The High Court in London has revealed that in return for cash and a promise of immunity from prosecution, Worsley has agreed to cooperate in the search for the missing money. He is now reported to be employed by Otkritie Bank, which is being financed by the Central Bank of Russia, to operate the old Trust Bank. However, sources close to the Central Bank say that officials at the bank are anxious to see Otkritie start repaying the bailout loans, and reluctant to soften the terms or extend the repayment dates as Otkritie is reported to be requesting. Suspicion is also rife in Moscow banking circles, according to one source, that “well-known names in high places were beneficiaries of the Trust Bank loans. They don’t want to be identified or obliged to repay.” They, according to a Cyprus source and another in London, who knows Worsley, are “threats to Worsley, and he knows it.”

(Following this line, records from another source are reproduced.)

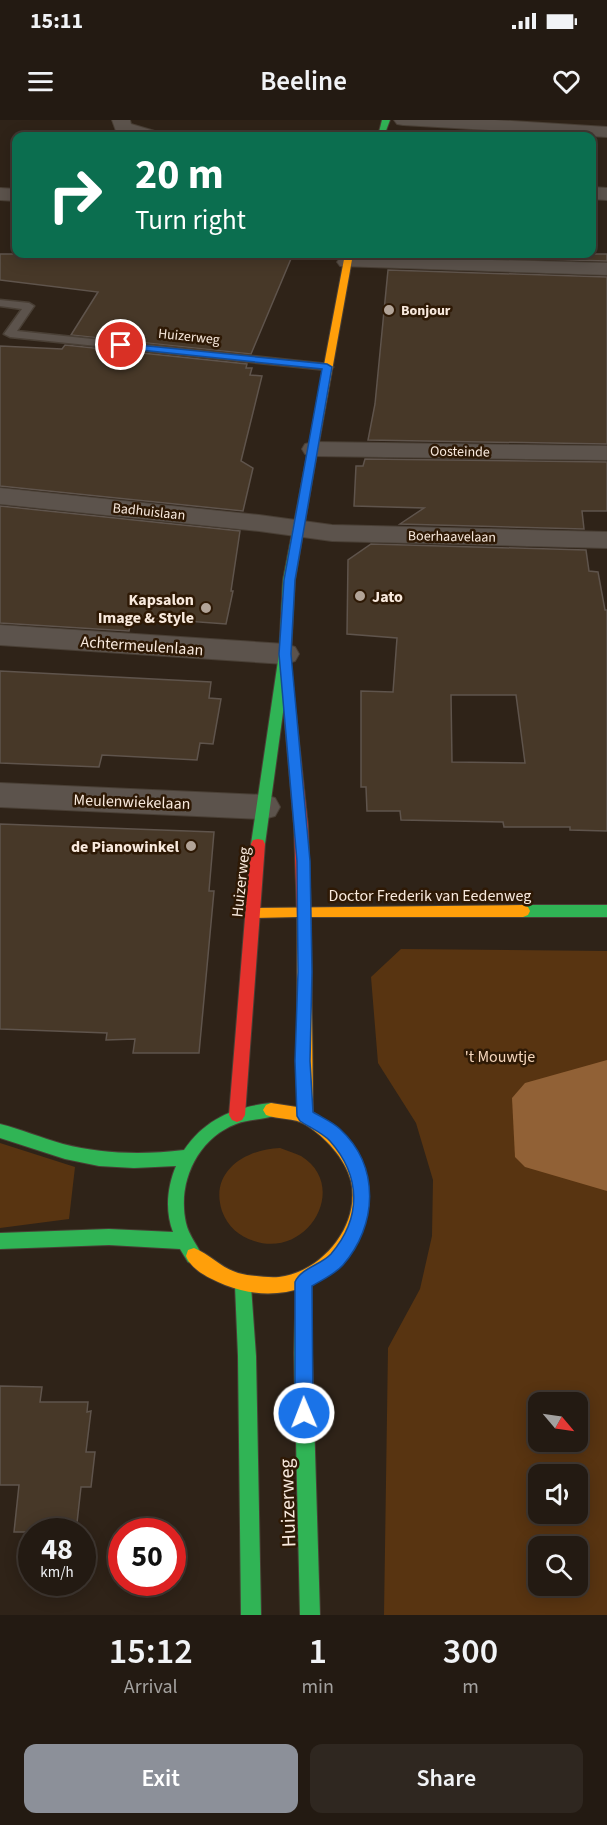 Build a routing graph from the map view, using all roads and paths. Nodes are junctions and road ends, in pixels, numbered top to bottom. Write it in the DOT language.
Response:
graph roads {
  1 [pos="121,120"];
  2 [pos="403,120"];
  3 [pos="132,132"];
  4 [pos="541,132"];
  5 [pos="348,258"];
  6 [pos="607,268"];
  7 [pos="0,303"];
  8 [pos="5,333"];
  9 [pos="327,367"];
  10 [pos="314,449"];
  11 [pos="607,453"];
  12 [pos="0,496"];
  13 [pos="297,529"];
  14 [pos="607,540"];
  15 [pos="0,635"];
  16 [pos="285,654"];
  17 [pos="0,795"];
  18 [pos="264,807"];
  19 [pos="607,911"];
  20 [pos="253,912"];
  21 [pos="304,912"];
  22 [pos="237,1115"];
  23 [pos="305,1116"];
  24 [pos="0,1131"];
  25 [pos="186,1158"];
  26 [pos="0,1241"];
  27 [pos="184,1241"];
  28 [pos="304,1282"];
  29 [pos="243,1286"];
  30 [pos="251,1615"];
  31 [pos="310,1615"];
  1 -- 3 [label="street"];
  2 -- 4 [label="street"];
  5 -- 6 [label="street"];
  5 -- 9 [label="main road, Huizerweg"];
  7 -- 8 [label="lane, Huizerweg"];
  8 -- 9 [label="lane, Huizerweg"];
  9 -- 10 [label="main road, Huizerweg"];
  10 -- 11 [label="street, Oosteinde"];
  10 -- 13 [label="main road, Huizerweg"];
  12 -- 13 [label="street, Badhuislaan"];
  13 -- 14 [label="street, Boerhaavelaan"];
  13 -- 16 [label="main road, Huizerweg"];
  15 -- 16 [label="street, Achtermeulenlaan"];
  16 -- 18 [label="main road, Huizerweg"];
  16 -- 21 [label="main road, Huizerweg"];
  17 -- 18 [label="street, Meulenwiekelaan"];
  18 -- 20 [label="main road, Huizerweg"];
  19 -- 21 [label="main road, Doctor Frederik van Eedenweg"];
  20 -- 21 [label="main road, Doctor Frederik van Eedenweg"];
  20 -- 22 [label="main road, Huizerweg"];
  21 -- 23 [label="main road, Huizerweg"];
  22 -- 23 [label="main road"];
  22 -- 25 [label="main road"];
  23 -- 28 [label="main road"];
  24 -- 25 [label="main road"];
  25 -- 27 [label="main road"];
  26 -- 27 [label="main road"];
  27 -- 29 [label="main road"];
  28 -- 29 [label="main road"];
  28 -- 31 [label="main road, Huizerweg"];
  29 -- 30 [label="main road"];
}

Worsley refuses to respond to emails, and he has closed the Cyprus office of Teos Management, where until late last year, he used to manage Trust Bank’s loans through dozens of companies he created and directed, on instruction from the bank, its control shareholder Ilya Yurov , and others. Yurov has testified in the London court that he ordered forensic accountants to trace what had happened to the bank’s loan funds. The Russian state Deposit Insurance Agency (DIA) amd Otkritie Bank have also been searching. To substantiate their application to the High Court for a freeze on Yurov’s assets in the UK and Switzerland, they have reportedly identified asset value and bank accounts worth $830 million. For more details of the Yurov scheme, read this. For the High Court records, click to open.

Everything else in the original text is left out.